Director’s Desk

May 16, 2016

Dear Tim,

Global Big Day = STEM, WHAT?
OK, stick with me, I am going to get to a point or you can jump ahead and read the punch line. Definitions: in the bird watching (birding) world a “Big ” is the total number of different species of birds you see in that period. For example, a Big Year is all the different birds you see in a year. See the movie. STEM stands for Science, Technology, Engineering and Math – an educational movement to increase our student’s involvement and interest in these disciplines. Now here we go!

This past Saturday, May 14th was designated as the Global Big Day. Which you now understand to mean, that it is a single day where birders from around the globe (Global) record all the different birds they see. That’s a lot of binoculars. Results: 13,869 people turned in 36,945 check lists, identifying 5,826 different birds. And I helped. I checked out my backyard feeders, then joined a group at the St. Albans Town Forest and then drove around a bit. All told, I saw (or heard) 46 different birds, including a Yellow-rumped Warbler – while not necessarily rare, is certainly fun to say.

Two days earlier, I was able to attend the STEM Challenge Initiative Recognition Night. This is a gathering of students, teachers and local businesses who are expanding STEM awareness in our area. We saw creative, bright students celebrate their projects and accomplishments. We listened as energetic, enthusiastic educators shared their ideas for engaging more students in STEM. We applauded the business leaders for their contribution to this wonderful movement. And, we gave a standing ovation to Christine Depatie, from the Swanton Elementary School, as she was handed the Mary S. Babcock Award for Excellence in all things STEM. Dena St. Amour, Swanton principal, described Ms. Depatie as “a cross between Miss Frizzle and Bill Nye the Science Guy.” I was impressed that she is getting elementary students to turn off the lights. A BIG STEM Night.

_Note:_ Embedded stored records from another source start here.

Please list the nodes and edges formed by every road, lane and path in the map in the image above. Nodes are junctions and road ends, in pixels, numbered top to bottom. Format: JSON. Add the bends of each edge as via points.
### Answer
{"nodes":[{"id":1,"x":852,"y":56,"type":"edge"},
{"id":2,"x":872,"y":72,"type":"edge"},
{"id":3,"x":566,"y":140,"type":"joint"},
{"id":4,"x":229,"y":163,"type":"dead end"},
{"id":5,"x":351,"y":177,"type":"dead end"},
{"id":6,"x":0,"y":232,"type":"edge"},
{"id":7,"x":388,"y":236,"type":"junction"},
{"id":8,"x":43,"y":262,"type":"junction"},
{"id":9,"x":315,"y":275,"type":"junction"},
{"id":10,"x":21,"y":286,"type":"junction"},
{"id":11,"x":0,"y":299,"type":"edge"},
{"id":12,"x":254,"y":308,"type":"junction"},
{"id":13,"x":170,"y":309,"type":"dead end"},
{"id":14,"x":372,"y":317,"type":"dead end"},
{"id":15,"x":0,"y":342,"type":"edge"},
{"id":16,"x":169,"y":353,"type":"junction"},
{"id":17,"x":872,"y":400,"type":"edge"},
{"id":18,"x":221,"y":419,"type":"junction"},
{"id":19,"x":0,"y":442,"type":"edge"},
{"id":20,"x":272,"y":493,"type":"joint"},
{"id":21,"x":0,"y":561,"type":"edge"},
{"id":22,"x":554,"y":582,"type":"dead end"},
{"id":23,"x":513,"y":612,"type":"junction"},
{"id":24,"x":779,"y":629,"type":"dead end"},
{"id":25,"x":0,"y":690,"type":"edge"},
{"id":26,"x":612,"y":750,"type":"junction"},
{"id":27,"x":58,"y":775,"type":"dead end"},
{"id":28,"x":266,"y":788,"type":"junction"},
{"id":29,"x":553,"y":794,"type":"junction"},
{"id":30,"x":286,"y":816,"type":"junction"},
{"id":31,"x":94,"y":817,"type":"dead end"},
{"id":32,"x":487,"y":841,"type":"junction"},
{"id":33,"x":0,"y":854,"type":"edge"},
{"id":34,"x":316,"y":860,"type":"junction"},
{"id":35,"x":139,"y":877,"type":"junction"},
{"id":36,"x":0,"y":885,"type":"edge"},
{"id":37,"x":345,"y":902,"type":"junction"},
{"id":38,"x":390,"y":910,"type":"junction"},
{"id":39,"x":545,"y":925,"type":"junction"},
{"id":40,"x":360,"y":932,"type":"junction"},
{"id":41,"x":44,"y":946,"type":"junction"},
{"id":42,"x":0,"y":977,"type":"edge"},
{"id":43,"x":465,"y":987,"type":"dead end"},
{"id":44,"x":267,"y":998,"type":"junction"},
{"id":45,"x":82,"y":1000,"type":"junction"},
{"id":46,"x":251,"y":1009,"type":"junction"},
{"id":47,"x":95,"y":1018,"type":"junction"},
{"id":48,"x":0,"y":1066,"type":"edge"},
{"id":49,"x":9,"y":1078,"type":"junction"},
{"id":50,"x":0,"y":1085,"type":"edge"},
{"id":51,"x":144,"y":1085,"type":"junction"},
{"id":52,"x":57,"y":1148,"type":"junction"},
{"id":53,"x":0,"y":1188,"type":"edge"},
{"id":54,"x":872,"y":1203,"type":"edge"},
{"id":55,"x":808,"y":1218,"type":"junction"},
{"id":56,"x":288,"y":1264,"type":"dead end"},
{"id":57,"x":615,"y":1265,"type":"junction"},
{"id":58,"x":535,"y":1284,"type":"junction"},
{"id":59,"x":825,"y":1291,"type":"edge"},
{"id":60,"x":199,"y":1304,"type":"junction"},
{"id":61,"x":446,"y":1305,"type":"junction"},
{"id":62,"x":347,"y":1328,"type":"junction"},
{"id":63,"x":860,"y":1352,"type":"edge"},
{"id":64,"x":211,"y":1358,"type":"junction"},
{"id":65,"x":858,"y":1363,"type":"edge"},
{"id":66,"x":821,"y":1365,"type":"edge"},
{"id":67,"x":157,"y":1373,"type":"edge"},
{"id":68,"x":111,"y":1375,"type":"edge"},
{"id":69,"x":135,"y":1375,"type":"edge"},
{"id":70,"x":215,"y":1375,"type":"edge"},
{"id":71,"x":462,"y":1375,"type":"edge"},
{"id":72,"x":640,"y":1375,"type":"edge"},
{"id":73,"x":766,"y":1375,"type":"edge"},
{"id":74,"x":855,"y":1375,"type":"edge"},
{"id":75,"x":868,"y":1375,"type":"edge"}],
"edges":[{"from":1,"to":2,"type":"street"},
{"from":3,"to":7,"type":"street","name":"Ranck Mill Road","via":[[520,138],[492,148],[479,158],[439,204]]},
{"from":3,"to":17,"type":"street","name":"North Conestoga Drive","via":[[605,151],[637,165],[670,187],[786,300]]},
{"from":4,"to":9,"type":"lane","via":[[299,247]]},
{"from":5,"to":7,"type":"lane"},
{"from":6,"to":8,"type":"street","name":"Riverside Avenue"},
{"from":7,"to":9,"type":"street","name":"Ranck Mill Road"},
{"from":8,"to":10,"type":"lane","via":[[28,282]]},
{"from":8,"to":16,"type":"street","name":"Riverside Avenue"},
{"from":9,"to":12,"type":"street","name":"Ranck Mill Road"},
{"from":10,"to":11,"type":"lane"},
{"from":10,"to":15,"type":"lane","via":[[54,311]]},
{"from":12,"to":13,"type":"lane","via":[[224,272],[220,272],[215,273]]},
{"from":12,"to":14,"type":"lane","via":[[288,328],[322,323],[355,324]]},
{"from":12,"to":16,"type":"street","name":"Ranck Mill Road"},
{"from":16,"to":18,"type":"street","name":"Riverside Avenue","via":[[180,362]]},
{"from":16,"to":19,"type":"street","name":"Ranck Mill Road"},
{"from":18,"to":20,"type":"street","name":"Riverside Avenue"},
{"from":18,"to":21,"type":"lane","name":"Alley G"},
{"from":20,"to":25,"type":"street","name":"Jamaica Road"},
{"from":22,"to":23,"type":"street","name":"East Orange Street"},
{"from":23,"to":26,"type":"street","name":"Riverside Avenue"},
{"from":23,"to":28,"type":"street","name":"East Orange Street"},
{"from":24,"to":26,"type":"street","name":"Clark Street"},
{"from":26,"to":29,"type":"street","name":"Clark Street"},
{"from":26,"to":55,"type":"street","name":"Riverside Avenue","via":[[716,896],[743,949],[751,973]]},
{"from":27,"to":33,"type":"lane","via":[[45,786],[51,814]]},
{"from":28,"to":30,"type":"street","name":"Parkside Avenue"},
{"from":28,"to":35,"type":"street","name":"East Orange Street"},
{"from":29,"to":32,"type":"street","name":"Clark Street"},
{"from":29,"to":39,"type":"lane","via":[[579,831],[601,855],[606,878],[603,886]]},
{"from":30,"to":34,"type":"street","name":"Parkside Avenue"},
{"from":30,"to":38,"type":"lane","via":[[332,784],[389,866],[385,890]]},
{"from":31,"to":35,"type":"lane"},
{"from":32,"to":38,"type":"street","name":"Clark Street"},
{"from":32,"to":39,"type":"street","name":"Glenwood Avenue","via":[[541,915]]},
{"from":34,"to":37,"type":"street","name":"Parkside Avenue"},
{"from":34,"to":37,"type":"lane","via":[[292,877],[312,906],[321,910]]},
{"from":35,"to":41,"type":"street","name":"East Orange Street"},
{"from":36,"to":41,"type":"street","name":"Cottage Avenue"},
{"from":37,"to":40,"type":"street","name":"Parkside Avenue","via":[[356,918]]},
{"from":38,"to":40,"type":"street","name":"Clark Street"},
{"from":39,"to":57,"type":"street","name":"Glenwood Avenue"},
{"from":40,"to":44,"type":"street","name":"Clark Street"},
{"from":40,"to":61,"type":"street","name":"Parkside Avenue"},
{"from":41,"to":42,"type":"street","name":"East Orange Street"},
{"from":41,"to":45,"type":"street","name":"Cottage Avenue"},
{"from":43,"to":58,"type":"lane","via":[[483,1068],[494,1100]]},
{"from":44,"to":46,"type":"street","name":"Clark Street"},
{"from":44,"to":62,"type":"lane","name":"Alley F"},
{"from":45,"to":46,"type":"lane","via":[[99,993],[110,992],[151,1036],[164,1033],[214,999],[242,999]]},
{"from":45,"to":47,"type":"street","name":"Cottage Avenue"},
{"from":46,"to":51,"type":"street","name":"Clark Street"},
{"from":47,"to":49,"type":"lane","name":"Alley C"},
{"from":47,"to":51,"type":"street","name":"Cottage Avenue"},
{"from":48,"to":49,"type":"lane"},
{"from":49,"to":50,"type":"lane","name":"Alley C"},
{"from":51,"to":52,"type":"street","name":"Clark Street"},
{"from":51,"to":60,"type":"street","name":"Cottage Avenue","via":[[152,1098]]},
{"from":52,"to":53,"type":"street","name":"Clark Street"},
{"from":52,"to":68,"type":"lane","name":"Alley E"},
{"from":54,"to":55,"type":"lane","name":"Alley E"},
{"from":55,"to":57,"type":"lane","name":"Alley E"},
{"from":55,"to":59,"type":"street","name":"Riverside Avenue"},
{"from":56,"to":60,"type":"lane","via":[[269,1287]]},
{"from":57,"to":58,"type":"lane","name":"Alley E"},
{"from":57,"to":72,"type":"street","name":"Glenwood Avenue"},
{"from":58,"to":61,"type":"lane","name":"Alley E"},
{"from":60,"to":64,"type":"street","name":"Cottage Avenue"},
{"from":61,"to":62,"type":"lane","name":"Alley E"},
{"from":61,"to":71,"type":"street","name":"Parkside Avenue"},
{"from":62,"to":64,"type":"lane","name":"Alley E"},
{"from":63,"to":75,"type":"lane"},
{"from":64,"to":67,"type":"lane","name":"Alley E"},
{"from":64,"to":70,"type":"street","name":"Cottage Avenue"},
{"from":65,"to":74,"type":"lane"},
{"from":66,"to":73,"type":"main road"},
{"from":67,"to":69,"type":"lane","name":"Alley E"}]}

Punch Line: The Connection
Tim Smith, Chair of the STEM Challenge Initiative, warned that next year the number of STEM challenge project entries would be greater and that the number of students participating would jump and that the number of educators would multiply. Are you thinking what I’m thinking? Yes, a GLOBAL STEM BIG DAY! Could you imagine a night where we celebrated 5,826 different STEM initiatives. Now we’re talking.

Did You Know?
In 2012, 7.4 million employees reported working in a STEM-related field. By 2018, we could be expected to see more than 8.6 million people pursuing careers in STEM, not counting those that are self-employed. Fun facts: Mechanical engineering is the #1 major chosen by students who want to pursue a career in STEM. American Indians have the highest interest compared to other minorities in STEM subjects and careers. Females who show an interest in STEM studies choose to focus more on science education.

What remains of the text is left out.